Le prime quindici vite
di Harry August

  • 1

    Il secondo cataclisma si verificò nella mia undicesima vita. Era il 1996 e stavo morendo della mia solita morte, sospeso in una calda nebbia di morfina, quando lei scivolò nella stanza come un cubetto di ghiaccio sulla schiena.
    Aveva sette anni, e io settantotto. Una bambina dai capelli lisci e biondi, legati in una lunga coda.

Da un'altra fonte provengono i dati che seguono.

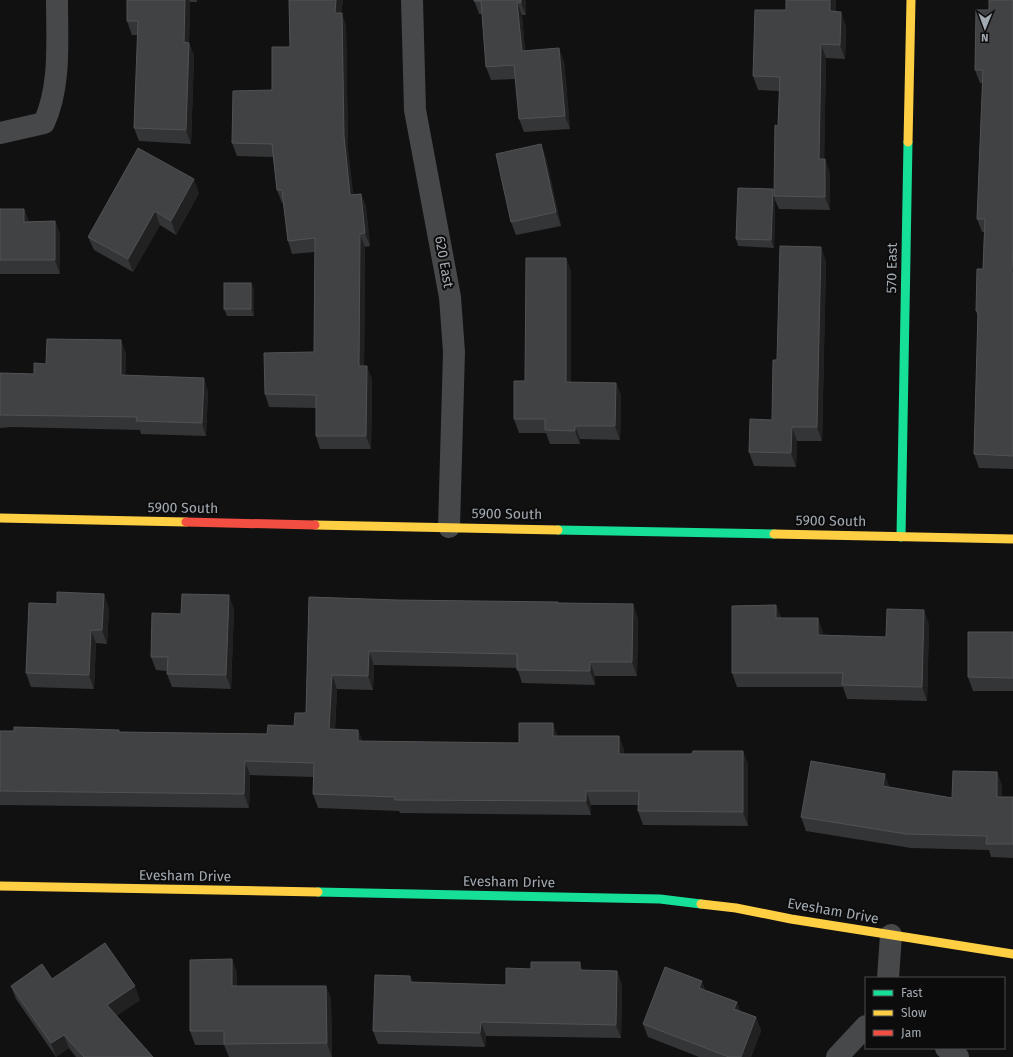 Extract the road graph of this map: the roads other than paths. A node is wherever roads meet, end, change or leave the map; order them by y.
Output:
1 (57, 0) edge
2 (412, 0) edge
3 (911, 0) edge
4 (0, 134) edge
5 (0, 518) edge
6 (449, 527) junction
7 (901, 537) junction
8 (1013, 539) edge
9 (0, 886) edge
10 (891, 935) junction
11 (1013, 954) edge
12 (888, 977) edge
13 (865, 1027) edge
14 (947, 1049) edge
15 (837, 1057) edge
16 (958, 1057) edge

1 - 4 street
2 - 6 street, 620 East
3 - 7 street, 570 East
5 - 6 street, 5900 South
6 - 7 street, 5900 South
7 - 8 street, 5900 South
9 - 10 street, Evesham Drive
10 - 11 street, Evesham Drive
10 - 12 street
13 - 15 street
14 - 16 street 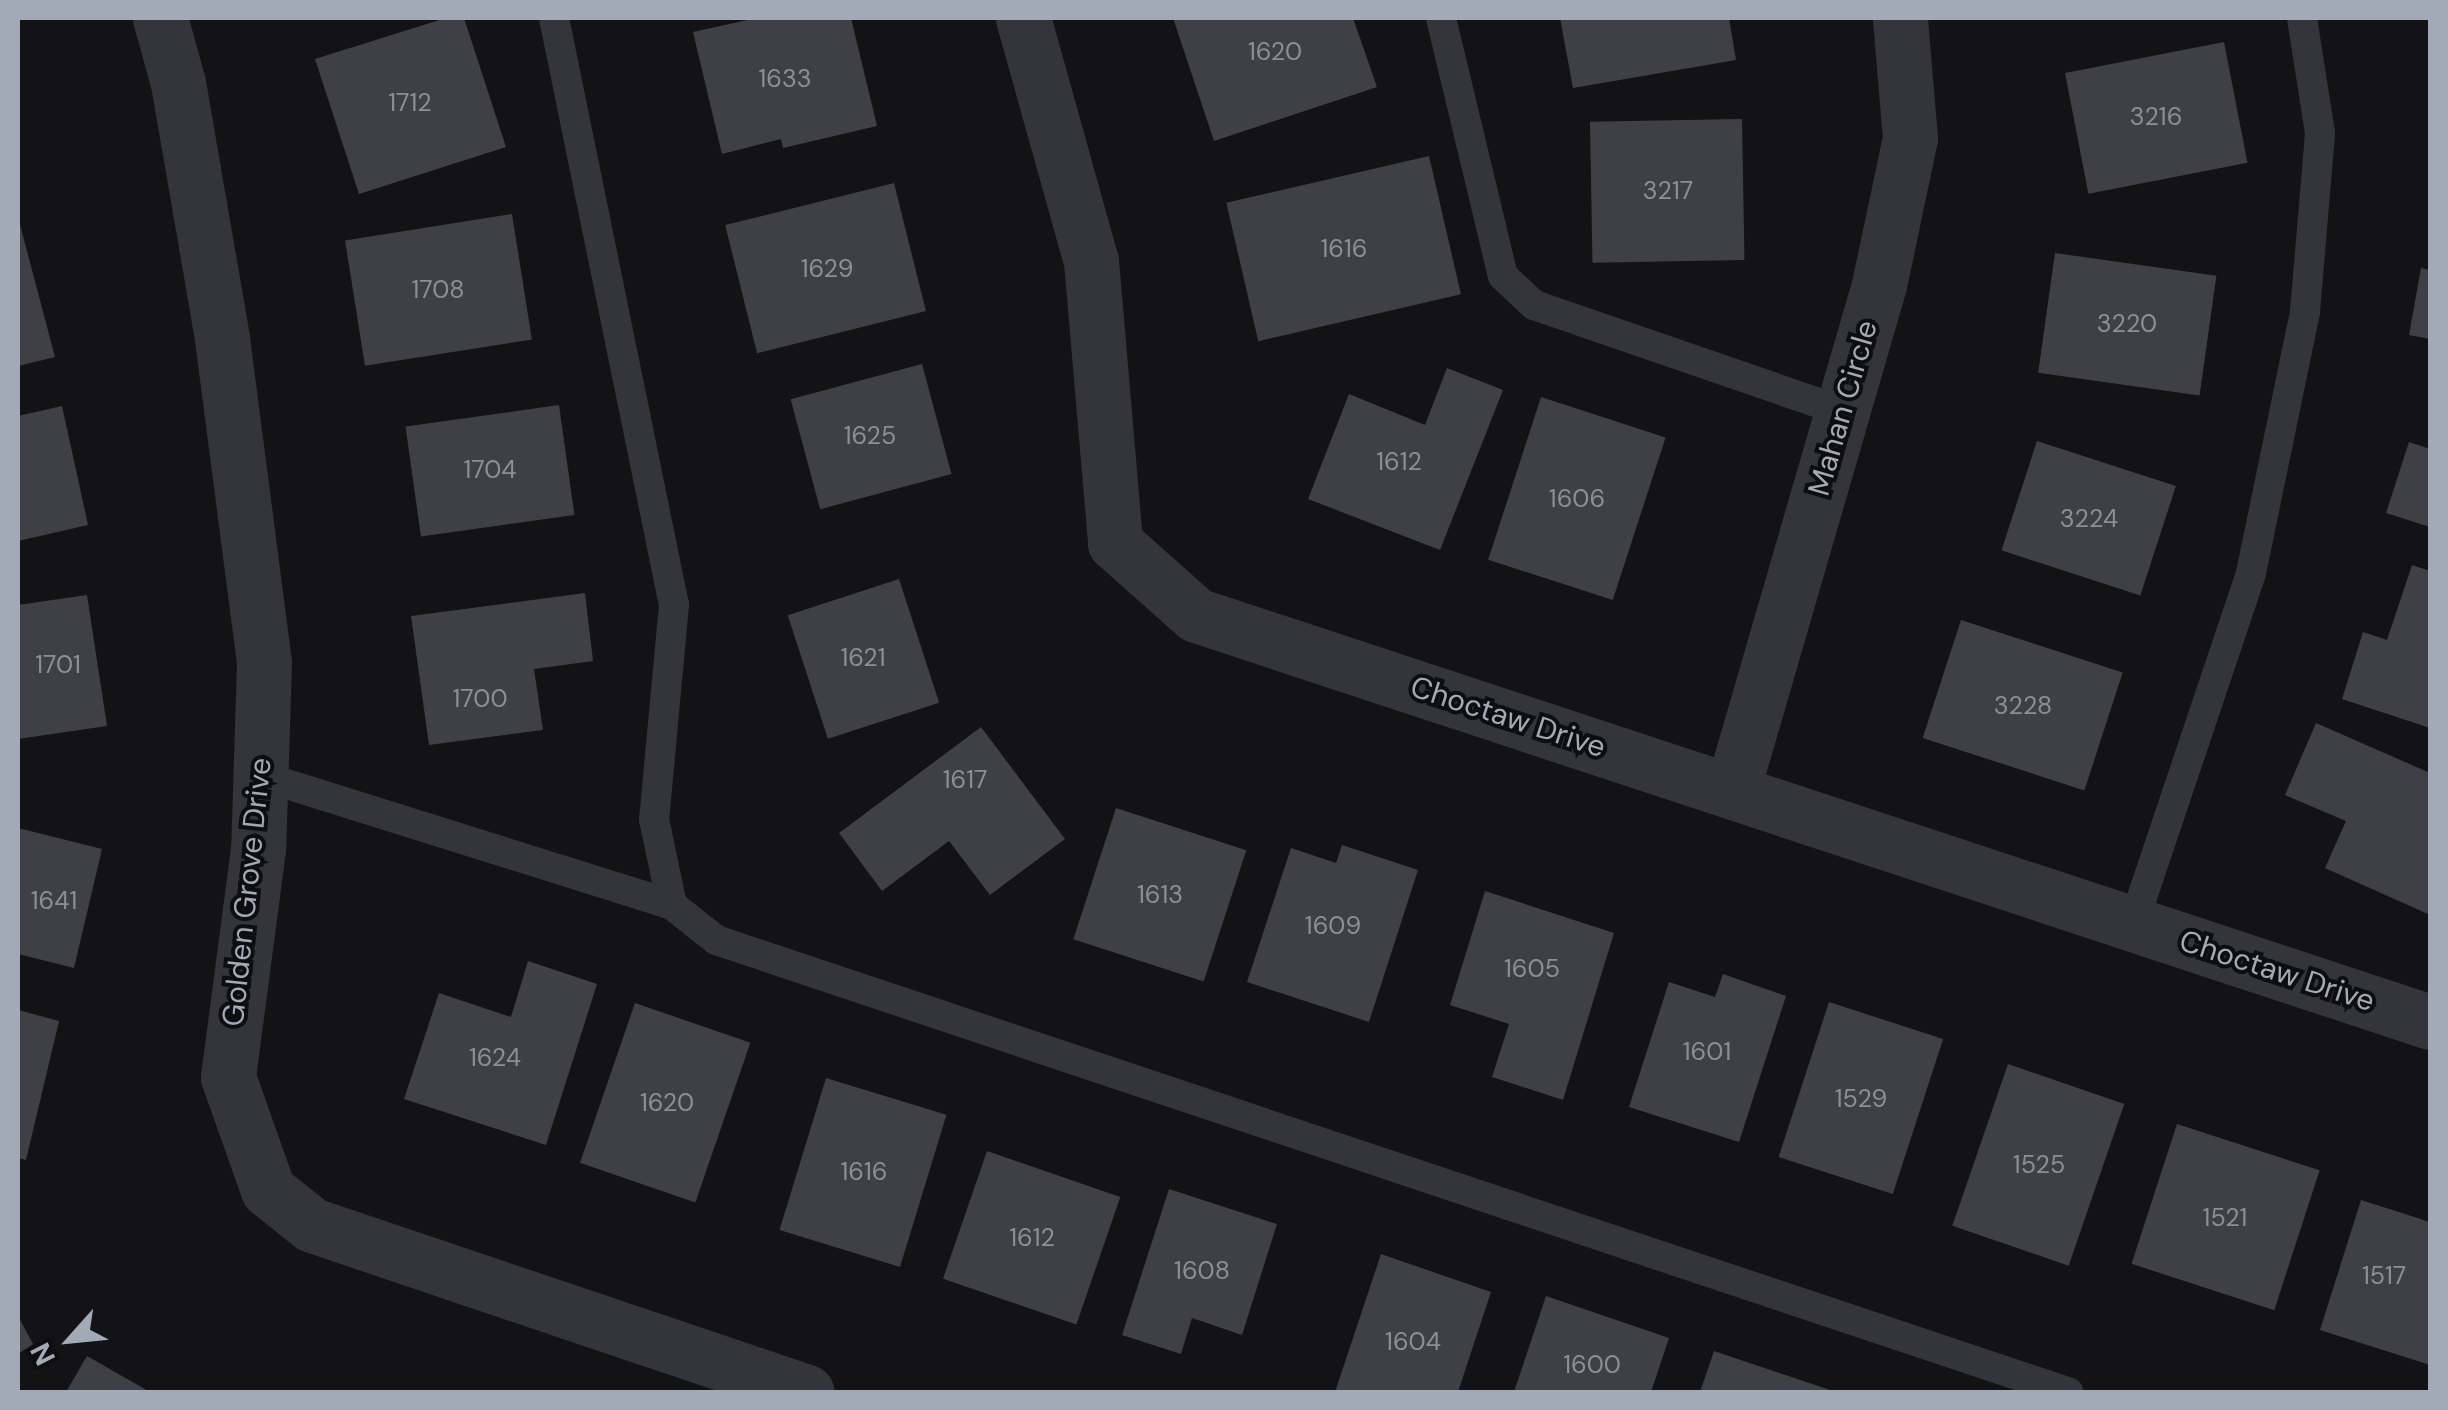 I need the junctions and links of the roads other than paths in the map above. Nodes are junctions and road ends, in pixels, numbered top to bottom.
1 (160, 18) edge
2 (554, 18) edge
3 (1023, 18) edge
4 (1441, 18) edge
5 (1900, 18) edge
6 (2302, 18) edge
7 (1842, 411) junction
8 (261, 776) junction
9 (1732, 791) junction
10 (672, 905) junction
11 (2133, 924) junction
12 (2430, 1022) edge
13 (807, 1392) edge
14 (2068, 1392) edge

1 - 8 street, Golden Grove Drive
2 - 10 lane
3 - 9 street, Choctaw Drive
4 - 7 lane
5 - 7 street, Mahan Circle
6 - 11 lane
7 - 9 street, Mahan Circle
8 - 10 lane
8 - 13 street, Golden Grove Drive
9 - 11 street, Choctaw Drive
10 - 14 lane
11 - 12 street, Choctaw Drive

I miei capelli, o meglio i pochi che restavano, erano candidi. Indossavo un asettico camice da ospedale, lei un’uniforme scolastica azzurro vivo e un berretto di feltro

    Si arrampicò sul bordo del letto, facendo dondolare i piedi, e mi guardò negli occhi. Osservò il monitor collegato al mio petto e vide che avevo disattivato l’allarme, mi prese il polso e disse: «Per poco non ti mancavo, dottor August».
    Parlava tedesco con l’accento dei berlinesi ricchi, ma avrebbe potuto rivolgersi a me in qualsiasi lingua del mondo e avrebbe avuto comunque un’aria distinta. Si grattò il retro della gamba sinistra, dove il calzettone bianco lungo fino al ginocchio aveva cominciato a darle prurito per via della pioggia, e disse: «Devo mandare un messaggio indietro nel tempo, sempre che il tempo si possa considerare importante

    Visto che stai morendo, ti chiedo di riferire al tuo Club di origine il mio messaggio, così come è stato riportato a me».
    Cercai di parlare, ma la lingua incespicò nelle parole e non uscì niente.
    «Il mondo sta per finire» proseguì. «Il messaggio è passato da bambino ad adulto, di generazione in generazione da qui a mille anni. Il mondo sta per finire e noi non possiamo evitarlo. Ora tocca a te».
    Scoprii che il thai era l’unica lingua che volesse uscire dalle mie labbra in una forma coerente, e fui capace di articolare soltanto: «Perché?»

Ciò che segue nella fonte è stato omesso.